» What is being asked
Every line in the records below that holds "John" must be identified and copied.
-------- Dataset
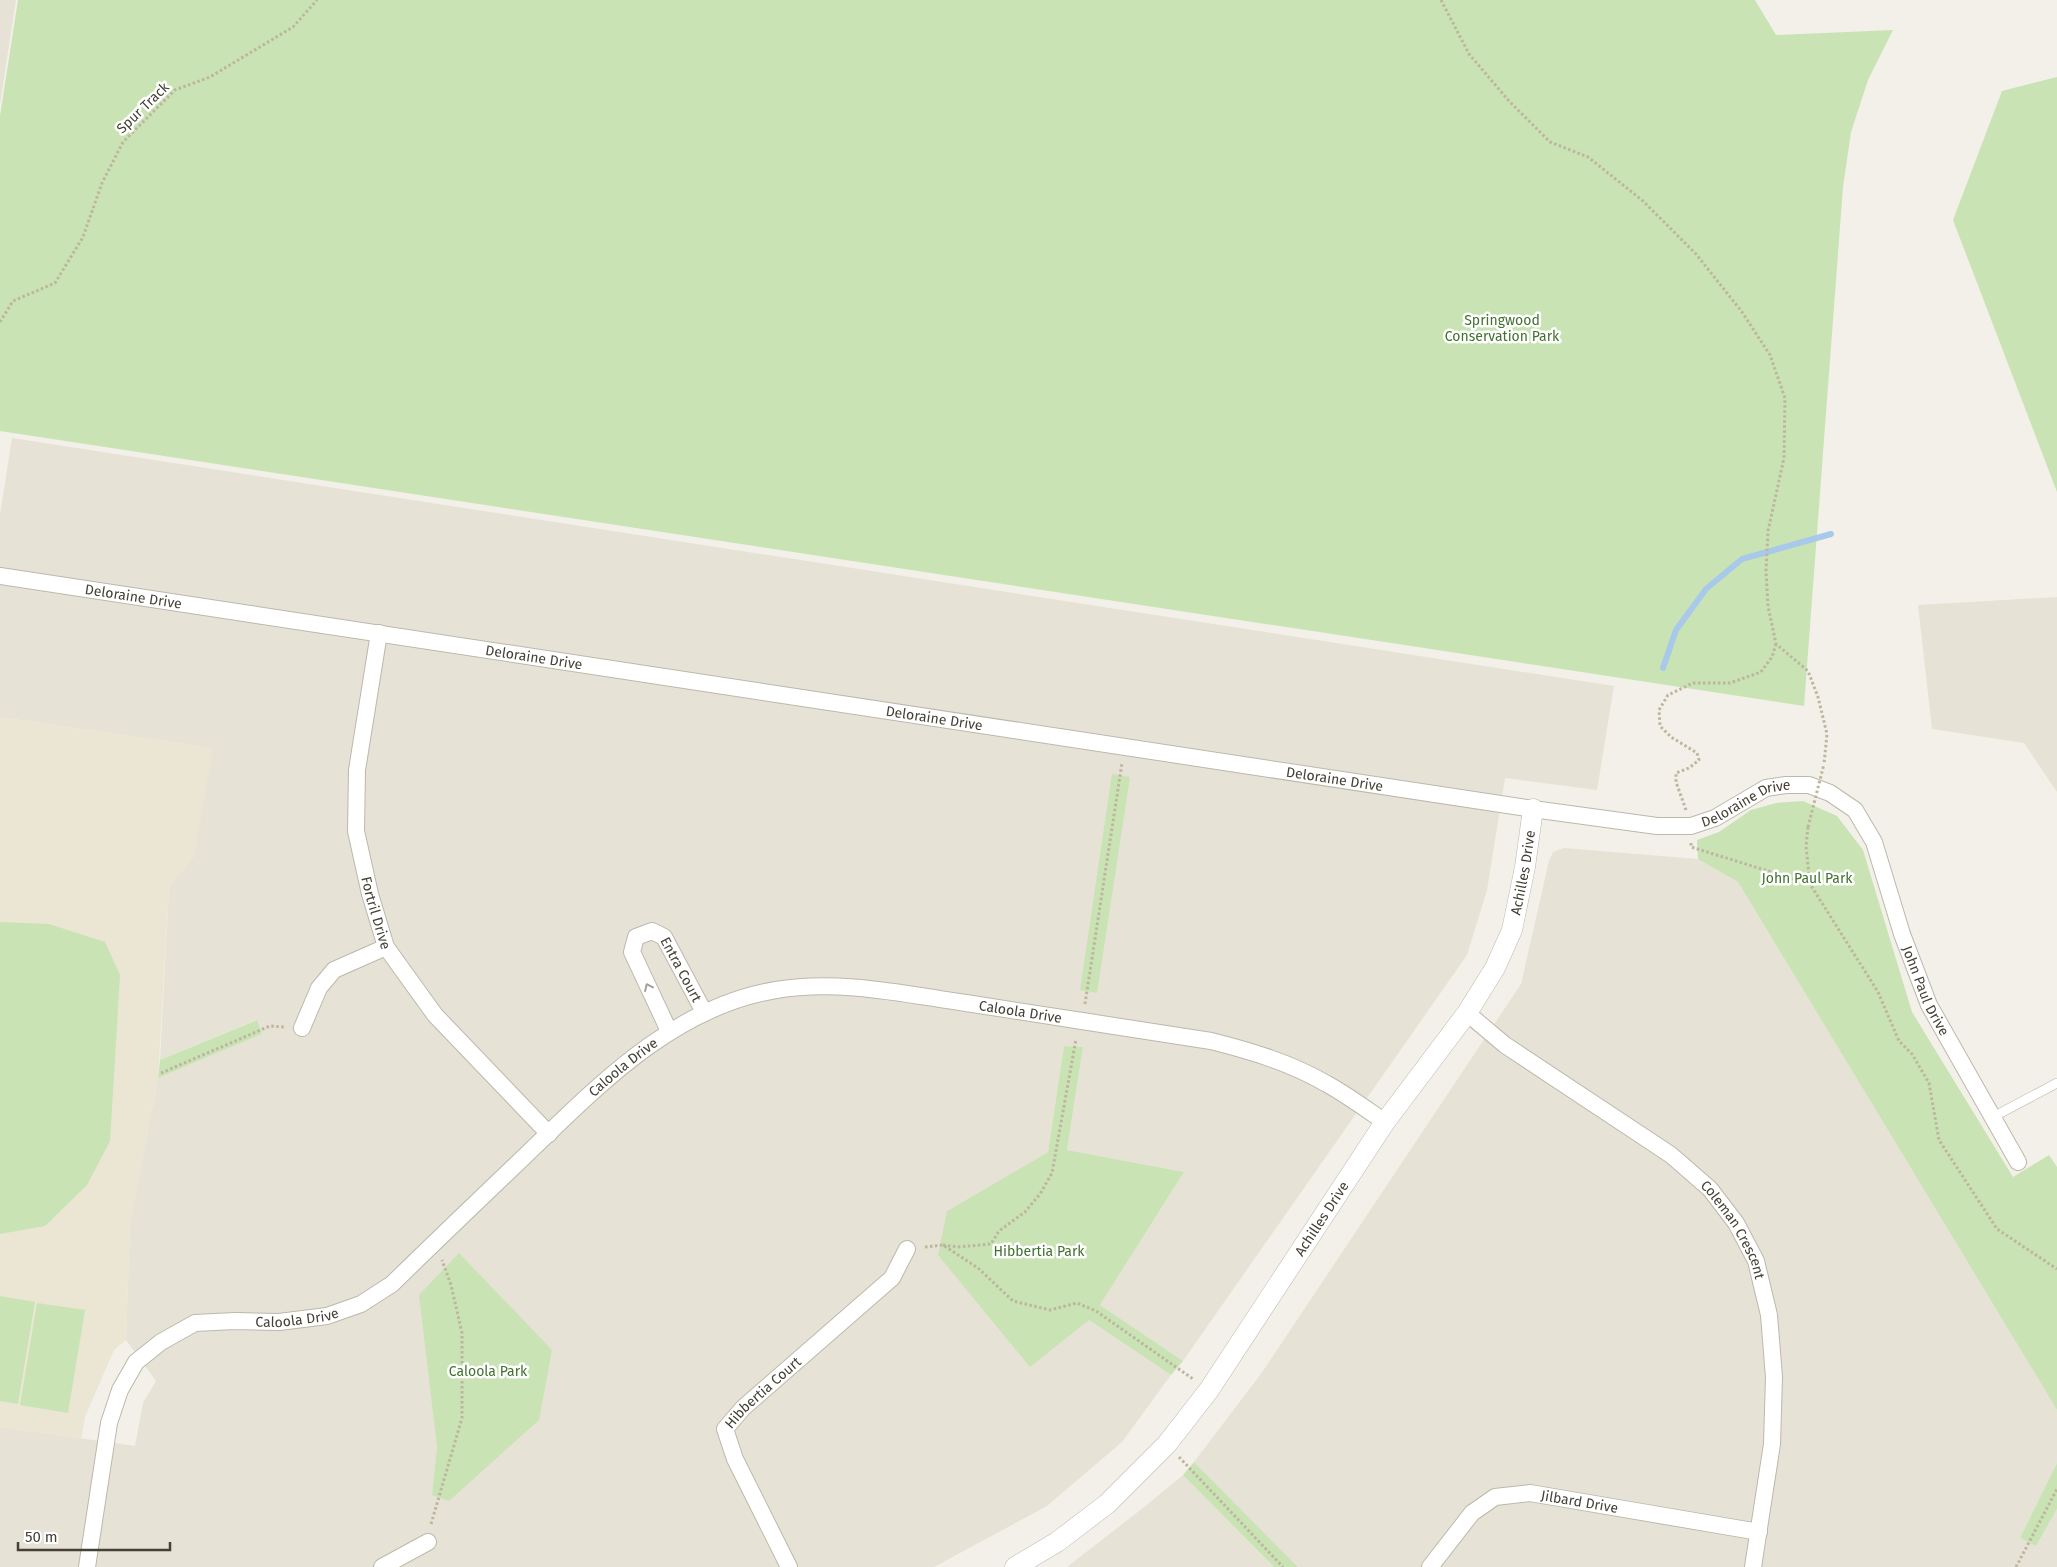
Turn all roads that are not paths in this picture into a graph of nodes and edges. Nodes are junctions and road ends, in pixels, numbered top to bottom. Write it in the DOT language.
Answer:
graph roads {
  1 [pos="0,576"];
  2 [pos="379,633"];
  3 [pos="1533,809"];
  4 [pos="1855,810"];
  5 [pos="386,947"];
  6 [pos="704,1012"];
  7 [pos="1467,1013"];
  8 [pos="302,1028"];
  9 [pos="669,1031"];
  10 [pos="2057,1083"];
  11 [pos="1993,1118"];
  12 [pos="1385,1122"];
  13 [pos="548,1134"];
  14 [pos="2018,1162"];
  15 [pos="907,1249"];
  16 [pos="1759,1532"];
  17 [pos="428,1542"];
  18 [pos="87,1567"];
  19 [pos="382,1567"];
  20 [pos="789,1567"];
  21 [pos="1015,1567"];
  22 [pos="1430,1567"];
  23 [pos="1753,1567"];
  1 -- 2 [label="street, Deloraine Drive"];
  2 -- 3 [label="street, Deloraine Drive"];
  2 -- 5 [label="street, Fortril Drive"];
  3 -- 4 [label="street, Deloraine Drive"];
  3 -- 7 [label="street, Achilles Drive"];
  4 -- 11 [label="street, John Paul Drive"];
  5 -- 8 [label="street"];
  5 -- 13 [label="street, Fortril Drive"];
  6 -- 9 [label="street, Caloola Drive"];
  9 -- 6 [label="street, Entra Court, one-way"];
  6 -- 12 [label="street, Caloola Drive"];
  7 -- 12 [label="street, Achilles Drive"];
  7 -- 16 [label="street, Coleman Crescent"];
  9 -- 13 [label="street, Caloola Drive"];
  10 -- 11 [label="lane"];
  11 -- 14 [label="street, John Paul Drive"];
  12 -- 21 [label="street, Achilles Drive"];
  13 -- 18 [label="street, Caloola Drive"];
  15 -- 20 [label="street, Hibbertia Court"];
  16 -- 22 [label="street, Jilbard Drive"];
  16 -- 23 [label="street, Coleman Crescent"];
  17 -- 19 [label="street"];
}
----------------
-------- Dataset
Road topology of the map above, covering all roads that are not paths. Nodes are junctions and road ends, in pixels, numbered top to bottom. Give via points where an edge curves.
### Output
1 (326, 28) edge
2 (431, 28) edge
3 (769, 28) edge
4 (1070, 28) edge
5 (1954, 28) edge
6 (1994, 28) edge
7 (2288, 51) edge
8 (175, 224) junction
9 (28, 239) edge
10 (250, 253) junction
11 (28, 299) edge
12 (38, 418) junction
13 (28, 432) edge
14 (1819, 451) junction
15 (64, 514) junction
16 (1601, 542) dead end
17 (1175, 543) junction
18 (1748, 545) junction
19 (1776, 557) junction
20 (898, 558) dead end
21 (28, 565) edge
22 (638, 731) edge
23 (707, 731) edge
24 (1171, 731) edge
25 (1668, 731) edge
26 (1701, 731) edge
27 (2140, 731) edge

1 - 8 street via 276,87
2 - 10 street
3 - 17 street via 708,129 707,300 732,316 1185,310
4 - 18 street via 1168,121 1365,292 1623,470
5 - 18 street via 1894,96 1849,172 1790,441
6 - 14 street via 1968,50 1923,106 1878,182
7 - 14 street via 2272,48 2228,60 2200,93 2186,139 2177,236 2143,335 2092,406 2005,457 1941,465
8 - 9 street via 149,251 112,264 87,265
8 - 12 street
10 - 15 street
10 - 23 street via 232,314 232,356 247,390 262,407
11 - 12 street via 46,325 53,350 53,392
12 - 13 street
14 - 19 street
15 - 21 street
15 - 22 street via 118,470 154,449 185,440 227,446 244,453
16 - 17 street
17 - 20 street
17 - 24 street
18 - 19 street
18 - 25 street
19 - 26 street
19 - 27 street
----------------
» Output below
  4 -- 11 [label="street, John Paul Drive"];
  11 -- 14 [label="street, John Paul Drive"];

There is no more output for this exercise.